The High Pay Centre report in fact offers its own alternatives in two very telling paragraphs of its report:

If non executives are doing their job properly they should believe that they have the best executive team in place and understandably wish to reward them appropriately. Additionally fears over the executive leaving or being poached by a rival, can drive the remuneration committee of one company to increase pay awards, rather than risk losing their lead executive. While this may seem logical for one company, it results in a ratcheting effect as each company benchmarks against its competitors.

Even without the threat of flight from the executive, most boards seek to pay above the median for salary and increasingly make awards in the upper quartile of the pay scale for performance related rewards. This results in a spiraling upwards of pay packages. It takes a very brave remuneration committee to seek to pay its executives below the median. It is seen as the equivalent of admitting they are mediocre or not up to the job.

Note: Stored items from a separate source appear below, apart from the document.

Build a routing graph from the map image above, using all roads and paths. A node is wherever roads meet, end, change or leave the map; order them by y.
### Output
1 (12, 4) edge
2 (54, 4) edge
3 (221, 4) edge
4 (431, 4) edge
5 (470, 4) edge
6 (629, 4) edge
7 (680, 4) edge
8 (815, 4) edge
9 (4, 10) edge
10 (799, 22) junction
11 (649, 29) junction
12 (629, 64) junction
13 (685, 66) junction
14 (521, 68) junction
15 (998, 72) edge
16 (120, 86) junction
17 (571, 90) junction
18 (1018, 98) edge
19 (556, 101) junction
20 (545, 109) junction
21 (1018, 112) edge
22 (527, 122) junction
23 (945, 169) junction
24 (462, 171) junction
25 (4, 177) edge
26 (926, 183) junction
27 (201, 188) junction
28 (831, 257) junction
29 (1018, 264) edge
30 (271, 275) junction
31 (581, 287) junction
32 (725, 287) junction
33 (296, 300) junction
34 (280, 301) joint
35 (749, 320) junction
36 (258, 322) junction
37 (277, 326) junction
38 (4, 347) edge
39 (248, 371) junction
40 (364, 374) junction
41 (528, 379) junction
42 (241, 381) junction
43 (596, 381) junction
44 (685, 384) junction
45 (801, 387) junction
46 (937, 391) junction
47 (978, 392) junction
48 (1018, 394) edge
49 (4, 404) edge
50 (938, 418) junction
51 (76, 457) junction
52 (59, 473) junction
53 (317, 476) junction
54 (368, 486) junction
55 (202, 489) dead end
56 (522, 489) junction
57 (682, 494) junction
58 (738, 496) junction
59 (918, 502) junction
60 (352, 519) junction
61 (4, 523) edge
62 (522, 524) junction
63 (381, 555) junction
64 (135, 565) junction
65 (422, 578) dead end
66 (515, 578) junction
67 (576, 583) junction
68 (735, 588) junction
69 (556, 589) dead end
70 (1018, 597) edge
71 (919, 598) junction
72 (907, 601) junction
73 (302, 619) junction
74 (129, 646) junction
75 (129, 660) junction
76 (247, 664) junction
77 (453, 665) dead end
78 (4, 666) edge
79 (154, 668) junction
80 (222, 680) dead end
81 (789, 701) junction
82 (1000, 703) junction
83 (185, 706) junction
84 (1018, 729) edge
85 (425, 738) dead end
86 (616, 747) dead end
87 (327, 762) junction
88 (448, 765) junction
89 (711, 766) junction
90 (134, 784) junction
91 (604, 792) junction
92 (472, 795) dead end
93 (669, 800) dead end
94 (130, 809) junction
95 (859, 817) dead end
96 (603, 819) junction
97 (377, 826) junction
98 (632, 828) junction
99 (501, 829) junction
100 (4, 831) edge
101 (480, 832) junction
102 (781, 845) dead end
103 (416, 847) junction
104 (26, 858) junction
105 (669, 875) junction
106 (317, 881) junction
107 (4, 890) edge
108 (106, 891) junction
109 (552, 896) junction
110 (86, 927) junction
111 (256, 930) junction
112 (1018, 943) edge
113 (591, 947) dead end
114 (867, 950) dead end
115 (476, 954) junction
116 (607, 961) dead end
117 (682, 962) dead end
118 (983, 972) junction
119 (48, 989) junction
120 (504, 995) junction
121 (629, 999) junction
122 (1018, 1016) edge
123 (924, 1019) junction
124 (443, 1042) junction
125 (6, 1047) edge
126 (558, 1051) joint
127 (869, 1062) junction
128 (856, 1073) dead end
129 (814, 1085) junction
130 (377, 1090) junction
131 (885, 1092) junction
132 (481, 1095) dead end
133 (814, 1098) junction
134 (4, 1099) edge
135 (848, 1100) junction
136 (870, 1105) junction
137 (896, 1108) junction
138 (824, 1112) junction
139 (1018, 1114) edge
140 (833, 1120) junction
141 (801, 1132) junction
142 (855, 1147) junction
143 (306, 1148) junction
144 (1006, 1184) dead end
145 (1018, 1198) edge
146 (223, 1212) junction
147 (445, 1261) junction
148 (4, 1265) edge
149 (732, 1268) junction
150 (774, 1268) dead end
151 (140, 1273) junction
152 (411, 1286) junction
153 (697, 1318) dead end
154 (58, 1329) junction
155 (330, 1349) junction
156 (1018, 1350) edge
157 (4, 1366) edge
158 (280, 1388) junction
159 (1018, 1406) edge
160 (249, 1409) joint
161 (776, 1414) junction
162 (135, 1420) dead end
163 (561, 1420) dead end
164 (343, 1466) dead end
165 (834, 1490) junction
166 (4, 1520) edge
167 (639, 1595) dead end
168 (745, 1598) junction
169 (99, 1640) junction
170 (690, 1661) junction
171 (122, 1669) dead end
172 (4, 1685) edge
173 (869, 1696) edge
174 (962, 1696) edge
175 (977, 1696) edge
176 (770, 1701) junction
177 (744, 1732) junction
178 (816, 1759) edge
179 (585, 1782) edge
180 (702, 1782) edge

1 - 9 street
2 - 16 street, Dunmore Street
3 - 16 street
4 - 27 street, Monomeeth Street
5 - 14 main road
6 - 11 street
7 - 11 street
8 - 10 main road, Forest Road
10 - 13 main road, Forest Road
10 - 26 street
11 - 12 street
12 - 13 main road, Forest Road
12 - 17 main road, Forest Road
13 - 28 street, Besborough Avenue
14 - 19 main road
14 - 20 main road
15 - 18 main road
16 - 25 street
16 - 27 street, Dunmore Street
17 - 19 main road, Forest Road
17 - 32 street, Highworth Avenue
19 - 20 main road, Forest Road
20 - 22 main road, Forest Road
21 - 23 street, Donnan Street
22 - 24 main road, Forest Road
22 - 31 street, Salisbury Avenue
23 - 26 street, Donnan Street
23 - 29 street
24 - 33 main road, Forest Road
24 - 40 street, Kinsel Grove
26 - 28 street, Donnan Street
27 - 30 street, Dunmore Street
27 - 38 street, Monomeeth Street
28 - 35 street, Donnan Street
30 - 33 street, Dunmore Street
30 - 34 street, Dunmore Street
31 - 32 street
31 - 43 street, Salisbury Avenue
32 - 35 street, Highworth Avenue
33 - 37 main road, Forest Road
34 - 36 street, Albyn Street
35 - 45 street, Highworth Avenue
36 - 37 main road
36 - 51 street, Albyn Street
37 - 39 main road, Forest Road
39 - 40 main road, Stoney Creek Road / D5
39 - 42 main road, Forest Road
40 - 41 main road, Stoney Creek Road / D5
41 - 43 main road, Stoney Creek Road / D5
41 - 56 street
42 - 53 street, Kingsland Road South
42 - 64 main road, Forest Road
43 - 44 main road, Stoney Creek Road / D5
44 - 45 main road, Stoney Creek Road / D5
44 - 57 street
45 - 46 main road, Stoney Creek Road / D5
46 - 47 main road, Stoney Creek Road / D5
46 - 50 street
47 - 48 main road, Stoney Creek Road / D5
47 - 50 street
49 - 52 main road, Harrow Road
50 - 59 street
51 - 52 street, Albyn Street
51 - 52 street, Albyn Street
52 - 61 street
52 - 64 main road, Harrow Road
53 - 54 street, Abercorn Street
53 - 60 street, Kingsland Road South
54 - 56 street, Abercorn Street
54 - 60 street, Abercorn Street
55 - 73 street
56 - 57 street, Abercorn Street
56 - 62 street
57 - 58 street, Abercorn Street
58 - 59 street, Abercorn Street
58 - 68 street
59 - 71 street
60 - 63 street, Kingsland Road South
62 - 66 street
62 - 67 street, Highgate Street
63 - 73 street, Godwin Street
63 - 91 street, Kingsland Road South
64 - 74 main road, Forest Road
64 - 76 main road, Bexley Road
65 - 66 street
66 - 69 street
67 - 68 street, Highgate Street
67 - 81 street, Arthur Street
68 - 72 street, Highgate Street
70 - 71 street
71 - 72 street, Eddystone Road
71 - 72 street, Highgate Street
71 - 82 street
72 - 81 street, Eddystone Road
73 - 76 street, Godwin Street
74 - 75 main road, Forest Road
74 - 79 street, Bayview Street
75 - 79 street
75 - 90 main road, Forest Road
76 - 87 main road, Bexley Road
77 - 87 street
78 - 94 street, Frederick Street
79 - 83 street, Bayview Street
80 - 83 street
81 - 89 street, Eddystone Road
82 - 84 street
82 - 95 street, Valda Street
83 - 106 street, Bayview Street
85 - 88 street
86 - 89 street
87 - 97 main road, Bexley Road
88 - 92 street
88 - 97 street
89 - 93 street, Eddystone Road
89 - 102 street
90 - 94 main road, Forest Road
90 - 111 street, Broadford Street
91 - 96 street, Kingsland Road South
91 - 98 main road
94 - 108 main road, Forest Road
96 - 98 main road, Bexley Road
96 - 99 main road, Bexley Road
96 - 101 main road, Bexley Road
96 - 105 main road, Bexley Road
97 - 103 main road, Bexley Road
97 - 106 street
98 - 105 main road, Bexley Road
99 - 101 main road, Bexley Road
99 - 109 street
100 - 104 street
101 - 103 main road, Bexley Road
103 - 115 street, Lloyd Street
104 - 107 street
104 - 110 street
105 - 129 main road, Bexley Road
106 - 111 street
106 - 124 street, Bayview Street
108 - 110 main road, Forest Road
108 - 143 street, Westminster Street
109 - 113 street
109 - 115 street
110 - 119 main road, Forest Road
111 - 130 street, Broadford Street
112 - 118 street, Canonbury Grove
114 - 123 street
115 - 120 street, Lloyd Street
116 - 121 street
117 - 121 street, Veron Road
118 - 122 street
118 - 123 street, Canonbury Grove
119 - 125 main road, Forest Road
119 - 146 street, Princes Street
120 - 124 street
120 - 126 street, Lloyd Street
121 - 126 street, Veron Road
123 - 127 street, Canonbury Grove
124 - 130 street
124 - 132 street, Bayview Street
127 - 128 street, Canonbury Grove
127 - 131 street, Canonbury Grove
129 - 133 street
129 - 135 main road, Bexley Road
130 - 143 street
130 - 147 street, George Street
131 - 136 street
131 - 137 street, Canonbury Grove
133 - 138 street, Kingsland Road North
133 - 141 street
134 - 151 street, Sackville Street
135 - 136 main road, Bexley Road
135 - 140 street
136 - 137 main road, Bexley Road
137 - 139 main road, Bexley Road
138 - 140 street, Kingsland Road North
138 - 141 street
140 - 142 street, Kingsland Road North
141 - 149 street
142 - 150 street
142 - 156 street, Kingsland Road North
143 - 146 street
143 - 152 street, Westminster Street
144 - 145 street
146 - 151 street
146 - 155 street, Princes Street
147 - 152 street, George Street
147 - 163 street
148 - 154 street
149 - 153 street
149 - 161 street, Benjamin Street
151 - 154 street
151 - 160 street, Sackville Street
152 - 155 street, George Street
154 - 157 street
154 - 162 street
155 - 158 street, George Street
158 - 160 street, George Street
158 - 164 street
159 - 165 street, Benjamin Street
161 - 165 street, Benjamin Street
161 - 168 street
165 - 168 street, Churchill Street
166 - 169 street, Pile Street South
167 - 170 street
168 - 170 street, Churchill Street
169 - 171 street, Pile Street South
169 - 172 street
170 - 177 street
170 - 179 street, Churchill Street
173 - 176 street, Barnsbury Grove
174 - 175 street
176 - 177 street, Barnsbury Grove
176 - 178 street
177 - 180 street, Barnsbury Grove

Of course, the problem with the above analysis is that there is no easy solution. It suggests that remuneration committees and, indeed companies, are acting entirely rationally when they are adopting the pay policies that lead to escalating executive pay. Of course, there should be a limit to this rationality as at some point the pay of executives will start damaging shareholder returns. However, the actions of shareholders suggests that this point is far from being reached.

There will no doubt be further research into this area and perhaps it will transpire that a more diverse make-up of remuneration committees will help limit executive remuneration, but this author remains sceptical that there are any easy fixes to this issue.